Devast – Into Decimated Reality

Intricati pazzi e balordi, poco altro di “sensato” mi esce in questo momento dalla testa come introduzione. Mai mi era capitato di ascoltare qualcosa proveniente dall’Algeria (anche se al momento […]

Intricati pazzi e balordi, poco altro di “sensato” mi esce in questo momento dalla testa come introduzione.

Mai mi era capitato di ascoltare qualcosa proveniente dall’Algeria (anche se al momento solo per l’indiscusso leader Idir, il resto della formazione è stato accalappiato in Sud America proprio a causa del suo trasferimento), figuriamoci poi se andavo proprio a pensare ad una forma così “perfetta” di brutal death metal dai tecnici sentori.

Vi sembrerà di mettere la testa dentro un frullatore durante i -pochi- minuti passati in compagnia di Into Decimated Reality (loro secondo disco dopo Art of Extermination datato 2008). Un disco per gli “esattori” della tecnica ma non solo, anche chi vorrà ricevere in cambio molto più semplicemente una bella “botta” otterrà del puro piacere terapeutico da queste blasfeme e schizzate note.

Mi vedo esausto e boccheggiante, steso a terra e sommerso dalla disconnessa caterva di massa gelatinosa imbastita (chirurgicamente) dalle chitarre, un rullare deforme che solo in pochi casi riuscirà ad assumere forme grossomodo “inquadrabili” (e quindi decifrabili).

Un sistema sferragliante che non ammette divagazioni dalla continua macinazione sonora attuata come base, 26 minuti psicotici dal potere altamente dispersivo/alienante. I Devast suonano per il caos diventando presto una sua speciale e contorta costola “terrena”. C’è ben poco tempo per pensare, anche solo per decidere o capire quanto bello o brutto sia effettivamente questo Into Decimated Reality (anche se come vedrete l’ago della bilancia penderà sul quadrante positivo). La sua unica preoccupazione è quella di avanzare, avanzare per demolire, avanzare per non sentire, è un disco sordo oltre che cieco, e in quanto tale conosce solo la sensazione dell’intuito, quella sarà l’unica fonte di nutrizione adoperata, una macellazione che non si premura -o meglio, non sa- di ciò che sta accuratamente triturando.

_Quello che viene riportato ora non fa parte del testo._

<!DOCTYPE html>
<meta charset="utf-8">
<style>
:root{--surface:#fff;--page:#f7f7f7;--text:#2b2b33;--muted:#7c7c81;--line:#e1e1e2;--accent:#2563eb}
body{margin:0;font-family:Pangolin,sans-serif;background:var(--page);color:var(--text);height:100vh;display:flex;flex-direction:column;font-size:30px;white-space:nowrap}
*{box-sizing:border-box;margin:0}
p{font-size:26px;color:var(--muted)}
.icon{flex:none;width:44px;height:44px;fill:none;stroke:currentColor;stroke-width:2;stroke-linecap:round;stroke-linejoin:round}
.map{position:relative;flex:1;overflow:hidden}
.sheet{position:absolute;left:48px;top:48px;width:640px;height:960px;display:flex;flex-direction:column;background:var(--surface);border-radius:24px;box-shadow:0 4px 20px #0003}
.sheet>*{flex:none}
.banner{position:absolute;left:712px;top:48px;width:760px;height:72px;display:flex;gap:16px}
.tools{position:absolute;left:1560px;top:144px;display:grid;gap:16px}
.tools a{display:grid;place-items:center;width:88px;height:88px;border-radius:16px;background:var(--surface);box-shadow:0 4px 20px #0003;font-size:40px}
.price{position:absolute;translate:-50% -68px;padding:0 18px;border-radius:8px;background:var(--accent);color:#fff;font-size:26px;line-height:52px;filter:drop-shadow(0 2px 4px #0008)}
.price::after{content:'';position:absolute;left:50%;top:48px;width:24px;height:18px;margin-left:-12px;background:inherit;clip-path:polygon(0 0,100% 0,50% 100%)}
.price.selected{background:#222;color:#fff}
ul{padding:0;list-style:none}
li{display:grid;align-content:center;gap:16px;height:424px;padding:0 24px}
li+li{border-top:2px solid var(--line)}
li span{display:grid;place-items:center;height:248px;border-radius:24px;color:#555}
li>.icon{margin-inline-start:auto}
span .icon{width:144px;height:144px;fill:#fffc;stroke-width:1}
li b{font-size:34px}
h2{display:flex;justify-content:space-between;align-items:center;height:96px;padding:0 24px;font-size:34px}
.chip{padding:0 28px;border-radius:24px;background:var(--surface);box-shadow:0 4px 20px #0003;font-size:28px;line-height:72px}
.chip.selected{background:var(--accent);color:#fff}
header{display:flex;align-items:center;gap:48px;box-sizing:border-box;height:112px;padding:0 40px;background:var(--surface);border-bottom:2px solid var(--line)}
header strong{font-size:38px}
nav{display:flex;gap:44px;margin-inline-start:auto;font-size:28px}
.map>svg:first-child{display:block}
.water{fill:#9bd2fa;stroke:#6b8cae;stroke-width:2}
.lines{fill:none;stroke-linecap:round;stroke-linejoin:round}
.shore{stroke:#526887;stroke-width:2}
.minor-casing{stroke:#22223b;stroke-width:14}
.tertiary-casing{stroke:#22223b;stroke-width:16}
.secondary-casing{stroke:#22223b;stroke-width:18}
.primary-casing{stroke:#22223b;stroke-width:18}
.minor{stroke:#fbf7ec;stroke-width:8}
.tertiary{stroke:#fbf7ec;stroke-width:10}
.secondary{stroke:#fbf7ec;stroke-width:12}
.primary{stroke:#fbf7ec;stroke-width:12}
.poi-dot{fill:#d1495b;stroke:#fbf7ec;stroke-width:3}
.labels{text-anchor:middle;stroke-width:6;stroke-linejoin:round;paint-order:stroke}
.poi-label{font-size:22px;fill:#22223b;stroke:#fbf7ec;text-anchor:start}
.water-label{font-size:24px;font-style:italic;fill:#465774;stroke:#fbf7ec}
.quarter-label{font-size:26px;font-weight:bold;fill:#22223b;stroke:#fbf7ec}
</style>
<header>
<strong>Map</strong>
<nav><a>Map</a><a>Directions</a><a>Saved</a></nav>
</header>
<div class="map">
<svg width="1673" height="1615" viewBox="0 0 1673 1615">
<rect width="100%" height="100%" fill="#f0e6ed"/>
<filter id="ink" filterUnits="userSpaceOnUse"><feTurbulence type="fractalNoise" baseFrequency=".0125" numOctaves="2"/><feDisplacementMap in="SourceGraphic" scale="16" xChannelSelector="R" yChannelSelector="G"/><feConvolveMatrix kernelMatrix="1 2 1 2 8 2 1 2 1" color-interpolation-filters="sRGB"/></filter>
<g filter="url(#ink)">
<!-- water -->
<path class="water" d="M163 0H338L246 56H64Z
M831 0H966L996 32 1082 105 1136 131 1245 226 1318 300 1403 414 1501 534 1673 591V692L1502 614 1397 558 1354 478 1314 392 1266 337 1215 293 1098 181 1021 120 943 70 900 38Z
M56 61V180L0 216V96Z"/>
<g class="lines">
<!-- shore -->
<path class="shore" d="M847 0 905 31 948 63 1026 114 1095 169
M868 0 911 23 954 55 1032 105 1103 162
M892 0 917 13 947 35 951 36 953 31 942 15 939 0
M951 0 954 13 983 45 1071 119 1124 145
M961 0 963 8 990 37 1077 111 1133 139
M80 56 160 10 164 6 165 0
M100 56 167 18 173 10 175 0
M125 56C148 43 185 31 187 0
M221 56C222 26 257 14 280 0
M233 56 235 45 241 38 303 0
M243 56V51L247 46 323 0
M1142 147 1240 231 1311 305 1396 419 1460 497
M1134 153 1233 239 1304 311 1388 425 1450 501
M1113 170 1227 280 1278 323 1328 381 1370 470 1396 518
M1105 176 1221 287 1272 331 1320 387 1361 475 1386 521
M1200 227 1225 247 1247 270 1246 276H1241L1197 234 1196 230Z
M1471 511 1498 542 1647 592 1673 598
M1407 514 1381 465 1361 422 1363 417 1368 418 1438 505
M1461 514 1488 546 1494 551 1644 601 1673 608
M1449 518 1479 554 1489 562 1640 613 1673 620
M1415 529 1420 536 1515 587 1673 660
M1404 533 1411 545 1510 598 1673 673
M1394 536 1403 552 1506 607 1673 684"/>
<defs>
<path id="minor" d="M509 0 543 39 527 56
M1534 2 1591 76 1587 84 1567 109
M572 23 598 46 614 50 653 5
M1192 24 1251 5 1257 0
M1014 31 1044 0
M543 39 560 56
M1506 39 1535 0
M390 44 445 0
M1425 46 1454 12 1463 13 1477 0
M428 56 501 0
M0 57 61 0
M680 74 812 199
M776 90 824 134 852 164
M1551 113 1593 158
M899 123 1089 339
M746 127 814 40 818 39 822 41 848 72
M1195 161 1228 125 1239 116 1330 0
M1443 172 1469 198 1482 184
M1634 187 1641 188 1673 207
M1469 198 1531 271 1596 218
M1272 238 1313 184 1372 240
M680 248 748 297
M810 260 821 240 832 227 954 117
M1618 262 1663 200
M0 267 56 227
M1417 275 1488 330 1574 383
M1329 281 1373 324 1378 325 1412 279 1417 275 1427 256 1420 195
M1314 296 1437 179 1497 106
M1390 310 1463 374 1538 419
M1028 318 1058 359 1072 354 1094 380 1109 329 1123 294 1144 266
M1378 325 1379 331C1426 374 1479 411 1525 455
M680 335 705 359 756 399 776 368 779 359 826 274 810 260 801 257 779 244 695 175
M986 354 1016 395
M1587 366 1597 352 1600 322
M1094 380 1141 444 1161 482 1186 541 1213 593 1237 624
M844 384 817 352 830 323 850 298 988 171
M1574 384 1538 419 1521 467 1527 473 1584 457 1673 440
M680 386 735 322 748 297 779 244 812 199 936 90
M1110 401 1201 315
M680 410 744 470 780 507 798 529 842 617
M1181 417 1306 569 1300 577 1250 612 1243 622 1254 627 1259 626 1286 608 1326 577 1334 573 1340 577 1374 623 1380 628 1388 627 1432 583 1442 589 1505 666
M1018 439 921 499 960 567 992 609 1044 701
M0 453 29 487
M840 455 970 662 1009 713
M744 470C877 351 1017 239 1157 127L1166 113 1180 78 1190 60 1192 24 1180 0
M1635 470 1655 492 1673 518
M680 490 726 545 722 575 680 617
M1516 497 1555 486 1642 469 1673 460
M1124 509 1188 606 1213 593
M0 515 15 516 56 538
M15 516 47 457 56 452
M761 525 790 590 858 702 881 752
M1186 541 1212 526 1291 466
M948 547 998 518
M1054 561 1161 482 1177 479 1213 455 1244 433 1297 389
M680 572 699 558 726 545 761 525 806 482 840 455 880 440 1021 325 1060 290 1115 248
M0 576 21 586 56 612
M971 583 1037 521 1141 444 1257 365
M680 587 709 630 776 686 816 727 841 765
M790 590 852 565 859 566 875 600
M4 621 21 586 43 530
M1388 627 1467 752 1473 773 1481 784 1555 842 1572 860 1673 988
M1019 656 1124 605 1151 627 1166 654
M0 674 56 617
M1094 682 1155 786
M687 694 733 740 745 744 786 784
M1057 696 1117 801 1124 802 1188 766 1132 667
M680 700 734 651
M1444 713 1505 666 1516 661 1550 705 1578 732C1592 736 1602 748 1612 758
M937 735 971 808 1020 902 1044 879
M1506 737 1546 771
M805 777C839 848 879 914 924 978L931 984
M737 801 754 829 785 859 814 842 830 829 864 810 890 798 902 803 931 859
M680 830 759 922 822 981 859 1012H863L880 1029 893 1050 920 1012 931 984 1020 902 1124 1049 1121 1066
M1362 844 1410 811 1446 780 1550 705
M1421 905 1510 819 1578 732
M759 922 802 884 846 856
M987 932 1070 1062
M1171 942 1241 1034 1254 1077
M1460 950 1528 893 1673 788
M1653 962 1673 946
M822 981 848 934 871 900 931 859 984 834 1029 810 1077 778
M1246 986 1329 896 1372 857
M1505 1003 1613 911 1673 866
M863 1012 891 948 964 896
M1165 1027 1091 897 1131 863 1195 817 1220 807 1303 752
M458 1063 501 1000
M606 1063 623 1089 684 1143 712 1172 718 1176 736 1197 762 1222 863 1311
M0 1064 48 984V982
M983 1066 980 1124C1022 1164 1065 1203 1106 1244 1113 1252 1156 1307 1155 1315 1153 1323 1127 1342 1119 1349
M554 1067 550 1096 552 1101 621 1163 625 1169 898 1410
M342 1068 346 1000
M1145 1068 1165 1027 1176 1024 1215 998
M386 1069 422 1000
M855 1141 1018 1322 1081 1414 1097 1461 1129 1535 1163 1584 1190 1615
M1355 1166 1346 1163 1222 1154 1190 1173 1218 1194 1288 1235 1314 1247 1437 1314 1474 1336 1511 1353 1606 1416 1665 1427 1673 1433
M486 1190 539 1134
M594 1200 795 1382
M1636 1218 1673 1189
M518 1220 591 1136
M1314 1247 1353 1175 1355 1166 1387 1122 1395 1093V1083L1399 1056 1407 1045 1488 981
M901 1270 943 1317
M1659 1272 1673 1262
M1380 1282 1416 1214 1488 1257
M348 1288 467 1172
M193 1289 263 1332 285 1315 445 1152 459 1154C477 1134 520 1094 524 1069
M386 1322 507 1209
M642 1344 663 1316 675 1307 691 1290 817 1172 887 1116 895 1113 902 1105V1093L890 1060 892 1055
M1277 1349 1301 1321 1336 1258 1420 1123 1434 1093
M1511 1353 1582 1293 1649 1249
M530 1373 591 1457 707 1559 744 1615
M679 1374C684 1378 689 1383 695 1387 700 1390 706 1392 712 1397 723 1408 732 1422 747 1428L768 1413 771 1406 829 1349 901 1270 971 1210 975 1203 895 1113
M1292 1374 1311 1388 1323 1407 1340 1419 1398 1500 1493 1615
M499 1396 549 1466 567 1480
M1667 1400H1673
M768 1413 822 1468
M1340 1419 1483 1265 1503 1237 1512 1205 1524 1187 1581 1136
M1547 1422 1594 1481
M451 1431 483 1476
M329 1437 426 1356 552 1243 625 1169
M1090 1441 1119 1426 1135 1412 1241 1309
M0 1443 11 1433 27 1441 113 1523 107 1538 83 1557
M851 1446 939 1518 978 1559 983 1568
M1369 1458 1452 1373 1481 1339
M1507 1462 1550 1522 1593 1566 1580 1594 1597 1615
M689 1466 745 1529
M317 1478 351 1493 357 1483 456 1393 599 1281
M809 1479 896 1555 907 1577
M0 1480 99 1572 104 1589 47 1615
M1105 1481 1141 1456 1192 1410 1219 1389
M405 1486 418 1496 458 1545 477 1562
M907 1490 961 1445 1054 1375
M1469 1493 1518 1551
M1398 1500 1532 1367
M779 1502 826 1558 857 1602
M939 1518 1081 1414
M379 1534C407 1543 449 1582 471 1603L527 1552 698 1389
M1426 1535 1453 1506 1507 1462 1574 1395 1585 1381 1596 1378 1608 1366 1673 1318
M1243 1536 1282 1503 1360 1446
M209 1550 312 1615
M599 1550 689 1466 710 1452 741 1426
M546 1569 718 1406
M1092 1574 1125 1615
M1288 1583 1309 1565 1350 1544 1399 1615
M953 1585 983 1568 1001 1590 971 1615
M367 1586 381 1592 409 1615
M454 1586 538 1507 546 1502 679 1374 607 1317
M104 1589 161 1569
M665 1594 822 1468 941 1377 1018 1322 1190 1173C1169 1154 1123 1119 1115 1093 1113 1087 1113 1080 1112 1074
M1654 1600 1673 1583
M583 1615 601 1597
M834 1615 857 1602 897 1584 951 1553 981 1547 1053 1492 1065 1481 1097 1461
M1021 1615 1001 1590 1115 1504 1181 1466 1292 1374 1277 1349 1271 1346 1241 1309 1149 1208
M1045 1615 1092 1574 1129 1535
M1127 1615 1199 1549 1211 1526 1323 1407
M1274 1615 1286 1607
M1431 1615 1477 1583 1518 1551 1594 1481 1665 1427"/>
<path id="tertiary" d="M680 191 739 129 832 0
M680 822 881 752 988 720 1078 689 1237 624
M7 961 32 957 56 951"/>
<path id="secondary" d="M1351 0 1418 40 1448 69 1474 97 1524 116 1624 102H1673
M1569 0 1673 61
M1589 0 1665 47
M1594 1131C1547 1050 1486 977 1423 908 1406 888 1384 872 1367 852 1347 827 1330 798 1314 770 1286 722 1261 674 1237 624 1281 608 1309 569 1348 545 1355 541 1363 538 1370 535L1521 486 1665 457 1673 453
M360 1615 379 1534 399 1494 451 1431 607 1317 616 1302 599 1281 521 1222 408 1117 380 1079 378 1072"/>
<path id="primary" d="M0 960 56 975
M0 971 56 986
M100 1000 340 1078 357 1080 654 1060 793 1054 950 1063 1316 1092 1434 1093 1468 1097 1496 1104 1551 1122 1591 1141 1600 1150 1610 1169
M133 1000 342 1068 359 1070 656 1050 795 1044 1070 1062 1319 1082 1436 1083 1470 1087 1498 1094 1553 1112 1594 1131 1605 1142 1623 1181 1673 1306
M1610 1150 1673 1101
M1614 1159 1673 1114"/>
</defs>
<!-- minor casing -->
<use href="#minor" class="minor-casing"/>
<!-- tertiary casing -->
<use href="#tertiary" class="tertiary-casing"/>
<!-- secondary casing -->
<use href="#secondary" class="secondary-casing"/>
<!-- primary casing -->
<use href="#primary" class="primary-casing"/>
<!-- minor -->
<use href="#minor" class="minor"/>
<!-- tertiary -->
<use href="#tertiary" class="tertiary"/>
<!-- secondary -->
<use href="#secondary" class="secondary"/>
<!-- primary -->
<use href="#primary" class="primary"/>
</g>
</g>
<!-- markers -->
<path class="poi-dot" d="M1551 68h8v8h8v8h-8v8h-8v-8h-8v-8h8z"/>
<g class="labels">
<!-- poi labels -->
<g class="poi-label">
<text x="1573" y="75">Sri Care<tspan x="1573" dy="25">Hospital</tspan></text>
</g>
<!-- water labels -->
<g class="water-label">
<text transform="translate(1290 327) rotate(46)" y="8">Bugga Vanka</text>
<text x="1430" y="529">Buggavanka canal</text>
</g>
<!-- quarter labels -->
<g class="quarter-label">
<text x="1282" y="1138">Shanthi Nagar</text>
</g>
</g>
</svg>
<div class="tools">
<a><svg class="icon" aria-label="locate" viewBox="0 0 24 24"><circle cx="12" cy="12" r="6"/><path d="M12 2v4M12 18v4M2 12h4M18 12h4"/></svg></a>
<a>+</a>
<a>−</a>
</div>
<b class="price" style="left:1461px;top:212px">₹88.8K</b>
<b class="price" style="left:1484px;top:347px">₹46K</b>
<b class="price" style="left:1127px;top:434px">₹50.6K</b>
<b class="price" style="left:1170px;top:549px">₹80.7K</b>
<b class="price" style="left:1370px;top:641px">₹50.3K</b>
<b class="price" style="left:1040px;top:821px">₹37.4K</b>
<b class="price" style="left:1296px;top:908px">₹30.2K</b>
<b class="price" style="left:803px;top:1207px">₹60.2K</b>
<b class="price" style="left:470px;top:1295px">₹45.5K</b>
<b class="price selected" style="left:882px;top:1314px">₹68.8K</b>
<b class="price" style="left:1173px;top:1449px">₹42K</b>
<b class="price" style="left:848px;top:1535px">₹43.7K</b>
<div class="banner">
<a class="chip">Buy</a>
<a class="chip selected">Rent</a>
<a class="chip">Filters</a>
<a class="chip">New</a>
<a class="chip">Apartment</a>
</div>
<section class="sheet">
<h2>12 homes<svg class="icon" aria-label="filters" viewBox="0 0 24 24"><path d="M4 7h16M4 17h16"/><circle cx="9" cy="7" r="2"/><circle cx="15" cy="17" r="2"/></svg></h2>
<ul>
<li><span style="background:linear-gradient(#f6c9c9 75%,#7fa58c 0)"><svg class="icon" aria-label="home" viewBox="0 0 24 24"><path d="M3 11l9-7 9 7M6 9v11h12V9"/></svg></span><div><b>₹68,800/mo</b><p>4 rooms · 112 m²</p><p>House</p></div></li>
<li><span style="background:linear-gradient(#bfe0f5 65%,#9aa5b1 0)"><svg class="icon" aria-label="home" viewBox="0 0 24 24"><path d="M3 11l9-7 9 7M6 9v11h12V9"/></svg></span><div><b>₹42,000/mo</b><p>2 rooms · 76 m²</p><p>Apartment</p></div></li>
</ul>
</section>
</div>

Solo con questi presupposti potrete avvicinare il disco con l’intento di farlo vostro, altri “scopi” cadranno inesorabilmente dentro una fornace apatica, un buco fatto di noia che ci sembrerà uguale in tutto per tutto, dal principio sino alla fine, privo di guizzi esaltanti o presunti tali.

Le tre creature in copertina sembrano messe li appositamente con l’unico intento di sbeffeggiare, sadiche figure deformi incapaci di scendere a patti comuni. A noi è affidata la scelta, la scelta di “patteggiare” una decorosa sopravvivenza all’interno di questi anfratti sonori così sagacemente preparati. Un viaggio martellante che si nutre della nostra impulsività, durante il quale varrà la capacità di azzeramento personale. Ma i cunicoli formati hanno di che vantarsi, le canzoni occupano lo spazio necessario e creando la massa necessaria per il puro e consolidato intrattenimento.

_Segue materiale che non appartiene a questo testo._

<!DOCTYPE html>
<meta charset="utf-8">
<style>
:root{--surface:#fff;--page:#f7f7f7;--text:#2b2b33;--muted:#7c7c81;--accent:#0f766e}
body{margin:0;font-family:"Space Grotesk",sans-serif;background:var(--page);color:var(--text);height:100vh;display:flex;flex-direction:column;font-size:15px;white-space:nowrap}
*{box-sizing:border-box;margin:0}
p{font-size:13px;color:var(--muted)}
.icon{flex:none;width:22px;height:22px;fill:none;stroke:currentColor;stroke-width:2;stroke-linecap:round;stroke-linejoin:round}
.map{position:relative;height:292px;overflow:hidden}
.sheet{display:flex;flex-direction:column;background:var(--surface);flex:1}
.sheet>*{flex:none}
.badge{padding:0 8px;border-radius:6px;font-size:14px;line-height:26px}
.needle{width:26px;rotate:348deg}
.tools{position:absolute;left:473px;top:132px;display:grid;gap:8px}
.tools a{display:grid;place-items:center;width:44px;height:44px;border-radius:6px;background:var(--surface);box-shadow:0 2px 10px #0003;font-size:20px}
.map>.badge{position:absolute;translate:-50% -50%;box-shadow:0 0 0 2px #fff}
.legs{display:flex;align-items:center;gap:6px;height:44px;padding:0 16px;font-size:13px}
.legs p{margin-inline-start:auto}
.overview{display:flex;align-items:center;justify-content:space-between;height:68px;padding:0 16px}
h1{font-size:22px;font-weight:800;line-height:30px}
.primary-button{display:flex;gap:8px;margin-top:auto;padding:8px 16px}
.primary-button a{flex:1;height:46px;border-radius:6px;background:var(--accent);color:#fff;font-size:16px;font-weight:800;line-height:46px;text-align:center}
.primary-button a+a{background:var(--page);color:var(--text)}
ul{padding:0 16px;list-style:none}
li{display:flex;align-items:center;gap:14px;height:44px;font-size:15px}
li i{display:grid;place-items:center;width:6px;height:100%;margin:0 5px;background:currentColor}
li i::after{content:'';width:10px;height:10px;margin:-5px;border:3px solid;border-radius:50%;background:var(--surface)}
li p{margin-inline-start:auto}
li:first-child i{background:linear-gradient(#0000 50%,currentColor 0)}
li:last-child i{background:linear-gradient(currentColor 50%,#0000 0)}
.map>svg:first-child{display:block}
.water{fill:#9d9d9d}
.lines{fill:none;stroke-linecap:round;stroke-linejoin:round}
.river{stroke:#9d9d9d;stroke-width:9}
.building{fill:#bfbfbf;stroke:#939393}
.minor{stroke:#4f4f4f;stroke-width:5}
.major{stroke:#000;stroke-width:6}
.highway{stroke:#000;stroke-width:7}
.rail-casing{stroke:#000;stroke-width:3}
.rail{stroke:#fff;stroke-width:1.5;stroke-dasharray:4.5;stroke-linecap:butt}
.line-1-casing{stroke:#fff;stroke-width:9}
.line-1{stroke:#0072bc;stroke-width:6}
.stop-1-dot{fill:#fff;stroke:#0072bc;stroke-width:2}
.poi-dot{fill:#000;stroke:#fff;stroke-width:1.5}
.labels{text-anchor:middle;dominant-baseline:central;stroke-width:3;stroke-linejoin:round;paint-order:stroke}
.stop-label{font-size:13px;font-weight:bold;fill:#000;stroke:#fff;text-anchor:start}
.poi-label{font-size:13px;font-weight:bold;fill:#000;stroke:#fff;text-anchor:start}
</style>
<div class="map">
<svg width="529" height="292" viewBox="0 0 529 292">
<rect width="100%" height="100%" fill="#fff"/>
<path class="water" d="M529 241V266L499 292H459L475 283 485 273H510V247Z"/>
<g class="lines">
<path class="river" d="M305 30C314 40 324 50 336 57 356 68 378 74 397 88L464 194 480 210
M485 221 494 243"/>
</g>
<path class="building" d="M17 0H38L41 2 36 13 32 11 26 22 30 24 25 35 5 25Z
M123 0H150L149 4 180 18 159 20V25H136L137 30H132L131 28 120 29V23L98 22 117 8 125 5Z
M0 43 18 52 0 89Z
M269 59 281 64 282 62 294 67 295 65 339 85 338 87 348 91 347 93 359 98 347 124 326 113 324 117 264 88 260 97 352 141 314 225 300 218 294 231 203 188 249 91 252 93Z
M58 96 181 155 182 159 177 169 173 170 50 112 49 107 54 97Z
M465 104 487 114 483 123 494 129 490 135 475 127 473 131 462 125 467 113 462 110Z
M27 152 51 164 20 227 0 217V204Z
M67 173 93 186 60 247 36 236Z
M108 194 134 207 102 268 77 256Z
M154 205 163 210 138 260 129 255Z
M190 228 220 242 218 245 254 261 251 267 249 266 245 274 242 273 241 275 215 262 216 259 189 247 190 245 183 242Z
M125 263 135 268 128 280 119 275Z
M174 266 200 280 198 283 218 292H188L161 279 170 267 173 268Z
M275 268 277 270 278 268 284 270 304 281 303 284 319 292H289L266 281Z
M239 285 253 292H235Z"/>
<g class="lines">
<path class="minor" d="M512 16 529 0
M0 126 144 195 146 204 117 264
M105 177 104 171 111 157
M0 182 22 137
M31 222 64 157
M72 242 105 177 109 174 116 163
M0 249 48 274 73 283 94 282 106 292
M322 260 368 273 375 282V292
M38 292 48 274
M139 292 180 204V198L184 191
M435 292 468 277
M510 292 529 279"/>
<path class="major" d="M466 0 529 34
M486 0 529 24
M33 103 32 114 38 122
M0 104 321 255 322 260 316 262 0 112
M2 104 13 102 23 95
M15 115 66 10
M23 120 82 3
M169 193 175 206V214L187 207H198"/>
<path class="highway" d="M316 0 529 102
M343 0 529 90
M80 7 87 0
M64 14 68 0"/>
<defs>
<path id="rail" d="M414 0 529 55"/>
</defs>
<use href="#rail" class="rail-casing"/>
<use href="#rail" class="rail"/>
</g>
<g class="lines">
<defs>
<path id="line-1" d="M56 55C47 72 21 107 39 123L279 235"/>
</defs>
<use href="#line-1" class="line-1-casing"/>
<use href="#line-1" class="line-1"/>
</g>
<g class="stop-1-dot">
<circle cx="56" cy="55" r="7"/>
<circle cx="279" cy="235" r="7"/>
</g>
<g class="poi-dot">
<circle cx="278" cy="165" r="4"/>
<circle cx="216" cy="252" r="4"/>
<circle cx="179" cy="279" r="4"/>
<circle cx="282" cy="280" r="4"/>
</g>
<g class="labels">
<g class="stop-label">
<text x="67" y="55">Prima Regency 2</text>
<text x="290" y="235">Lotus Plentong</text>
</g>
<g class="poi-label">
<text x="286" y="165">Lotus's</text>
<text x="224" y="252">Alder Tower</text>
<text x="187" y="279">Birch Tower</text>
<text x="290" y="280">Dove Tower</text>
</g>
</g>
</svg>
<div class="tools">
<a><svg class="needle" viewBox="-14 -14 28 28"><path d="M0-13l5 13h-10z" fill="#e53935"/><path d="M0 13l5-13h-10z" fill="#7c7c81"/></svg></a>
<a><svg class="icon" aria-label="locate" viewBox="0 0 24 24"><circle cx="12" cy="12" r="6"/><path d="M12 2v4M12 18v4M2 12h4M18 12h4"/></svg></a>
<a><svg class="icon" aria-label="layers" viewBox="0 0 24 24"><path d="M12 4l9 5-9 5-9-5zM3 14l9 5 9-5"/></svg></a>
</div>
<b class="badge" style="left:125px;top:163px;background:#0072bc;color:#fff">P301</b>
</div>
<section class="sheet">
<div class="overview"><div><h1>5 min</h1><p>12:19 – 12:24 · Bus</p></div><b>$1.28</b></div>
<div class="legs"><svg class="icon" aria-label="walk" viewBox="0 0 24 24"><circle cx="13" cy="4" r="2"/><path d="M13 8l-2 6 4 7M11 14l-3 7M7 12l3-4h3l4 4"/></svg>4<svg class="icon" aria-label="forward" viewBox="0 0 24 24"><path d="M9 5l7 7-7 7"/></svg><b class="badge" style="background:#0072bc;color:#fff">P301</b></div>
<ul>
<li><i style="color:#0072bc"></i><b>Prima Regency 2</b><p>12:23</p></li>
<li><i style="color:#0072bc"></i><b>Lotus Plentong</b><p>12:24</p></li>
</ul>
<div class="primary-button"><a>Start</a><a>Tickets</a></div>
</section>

Scale, continui saliscendi, ritmiche ingombranti e selvagge alternate a secche e sorde rasoiate, il tutto mentre il growl attua le sue consuete gesta ignobili (in veste di gola aperta grondante viscere). Into Decimated Reality molto probabilmente non vi entusiasmerà però non vi lascerà nemmeno completamente indifferenti, creare questi “momenti” non è mai scontato, noi prendiamo e in segretezza teniamo.

Il caos che ostinatamente cerca forma.